You will have nearly eight months till March 31, 2017 to make your
investment for tax-saving purposes but it is always good to start
investing early. So, what are the options before you and what should you
look for while investing for saving tax?
“There are a large variety of tax-saving options available under Section
80C of the Income-Tax Act. However, the key issues are the safety,
returns and tax status while investing. You also have to consider the
periodic returns and at the time of maturity or redemption,” Sanjeev
Govila, CEO, Hum Fauji Initiative, told FeMoney.
Govila suggests Public Provident Fund (PPF) figures among the top of the
list. “PPF is the best tax- saving avenue for the risk averse as it
gives decent interest of 8.1 per cent as on date and enjoys the E-E-E
(Exempt ExemptExempt) status. If someone finds the returns low and are
prepared to accept some volatility of returns, tax saving mutual funds
(called ELSS – Equity Linked Savings Scheme) are very good. They also
have E-E-E status. If chosen carefully ELSS are likely to provide higher
returns than PPF,” Govila said.
Though ELSS have the shortest lock-in period of all tax-saving
investments of just three years, you can continue investing for as long
as you want. Also contributions can be made regularly through automatic
ECS from bank account. Govila, however, warns that ELSS returns are
market linked.
“Apart from these, five year tax-saving bank FDs, insurance policies and
NSC also are 80C investments. But low returns take their sheen off. NSC
are E-E-E provided the interest received is shown re-invested in the
I-T Returns each year (except the last year when it matures) and bank
FDs are in the E-T-T bracket,” says Govila.

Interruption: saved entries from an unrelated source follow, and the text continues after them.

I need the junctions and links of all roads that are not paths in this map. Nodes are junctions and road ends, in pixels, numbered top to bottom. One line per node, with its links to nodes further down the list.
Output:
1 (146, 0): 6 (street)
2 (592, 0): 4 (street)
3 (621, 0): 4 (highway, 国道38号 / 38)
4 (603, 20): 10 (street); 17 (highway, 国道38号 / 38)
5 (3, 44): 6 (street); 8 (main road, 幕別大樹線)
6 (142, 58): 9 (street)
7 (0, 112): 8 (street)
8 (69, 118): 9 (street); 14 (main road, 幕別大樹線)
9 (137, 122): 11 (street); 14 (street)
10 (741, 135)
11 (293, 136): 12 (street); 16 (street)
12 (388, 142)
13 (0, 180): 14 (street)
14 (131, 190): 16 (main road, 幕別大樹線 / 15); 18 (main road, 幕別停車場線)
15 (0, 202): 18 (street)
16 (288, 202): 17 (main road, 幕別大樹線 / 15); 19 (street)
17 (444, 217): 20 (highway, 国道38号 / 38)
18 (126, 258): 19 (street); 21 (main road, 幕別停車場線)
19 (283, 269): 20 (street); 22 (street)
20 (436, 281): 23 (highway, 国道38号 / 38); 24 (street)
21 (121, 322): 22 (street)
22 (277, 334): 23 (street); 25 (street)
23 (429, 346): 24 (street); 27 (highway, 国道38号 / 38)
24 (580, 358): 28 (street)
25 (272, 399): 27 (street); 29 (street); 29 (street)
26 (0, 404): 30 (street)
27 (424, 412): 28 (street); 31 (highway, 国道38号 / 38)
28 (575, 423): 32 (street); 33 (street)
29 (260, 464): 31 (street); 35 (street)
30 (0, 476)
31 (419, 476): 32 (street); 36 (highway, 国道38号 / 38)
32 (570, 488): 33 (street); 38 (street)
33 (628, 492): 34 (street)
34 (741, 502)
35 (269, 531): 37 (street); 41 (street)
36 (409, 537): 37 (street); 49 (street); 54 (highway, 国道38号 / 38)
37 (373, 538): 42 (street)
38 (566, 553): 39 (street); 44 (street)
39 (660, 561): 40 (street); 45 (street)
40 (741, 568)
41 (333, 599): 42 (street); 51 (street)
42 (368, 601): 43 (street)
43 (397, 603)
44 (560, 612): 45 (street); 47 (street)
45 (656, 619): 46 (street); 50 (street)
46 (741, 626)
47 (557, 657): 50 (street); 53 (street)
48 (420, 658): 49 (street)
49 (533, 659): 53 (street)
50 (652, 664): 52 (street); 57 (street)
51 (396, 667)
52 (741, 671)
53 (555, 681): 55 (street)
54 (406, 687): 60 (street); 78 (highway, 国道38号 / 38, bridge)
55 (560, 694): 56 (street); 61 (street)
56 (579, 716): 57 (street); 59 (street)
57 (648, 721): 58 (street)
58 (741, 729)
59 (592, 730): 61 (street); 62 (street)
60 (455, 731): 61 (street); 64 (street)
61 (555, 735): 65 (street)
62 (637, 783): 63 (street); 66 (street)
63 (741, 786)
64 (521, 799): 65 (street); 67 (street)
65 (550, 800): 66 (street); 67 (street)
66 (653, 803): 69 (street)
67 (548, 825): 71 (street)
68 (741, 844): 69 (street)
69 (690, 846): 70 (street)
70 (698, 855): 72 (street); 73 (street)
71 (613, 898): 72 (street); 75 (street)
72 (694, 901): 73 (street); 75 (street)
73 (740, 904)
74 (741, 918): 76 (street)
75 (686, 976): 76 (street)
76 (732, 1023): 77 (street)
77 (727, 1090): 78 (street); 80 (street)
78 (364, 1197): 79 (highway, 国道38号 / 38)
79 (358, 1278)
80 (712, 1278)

FeMoney spoke to leading personal finance advisor, Anil Rego, CEO and
Founder, Rights Horizons to bring to you snapshot of the most-favoured
tax-savings options under Section 80C as a ready reckoner.
Equity-linked Savings Scheme – Has lock-in of 3 years; can be invested up to be a maximum of Rs.1.5 lakhs under 80C and others:
- Public Provident Fund – Has lock-in of 7 years, investments are eligible for tax exemption u/s 80C
- Sukanya Samridhi Scheme (If the investor has a girl child)- Investments can be withdrawn only after girl turns 21 or 50 per cent of the corpus when girl turns 18 or gets married
- National savings certificates – NSC-VIII has a lock in period for 5 years and NSC-IX has lock in for 10 years. There is no maximum limit of investment in NSC, but you can claim a tax deduction for Rs 1.5 lakhs under section 80C
- Tax free bonds – These bonds are not eligible for deduction under section 80C. It means that the interest earned on tax-free bonds is exempted from taxation. However, the bonds are subject to capital gains tax. Usually these bonds have a lock in period of 5 years
- Insurance policies – Though these can be used for tax savings under Section 80C, Rego advises that the principal aim of insurance should be to cover life risk rather than as an investment instrument.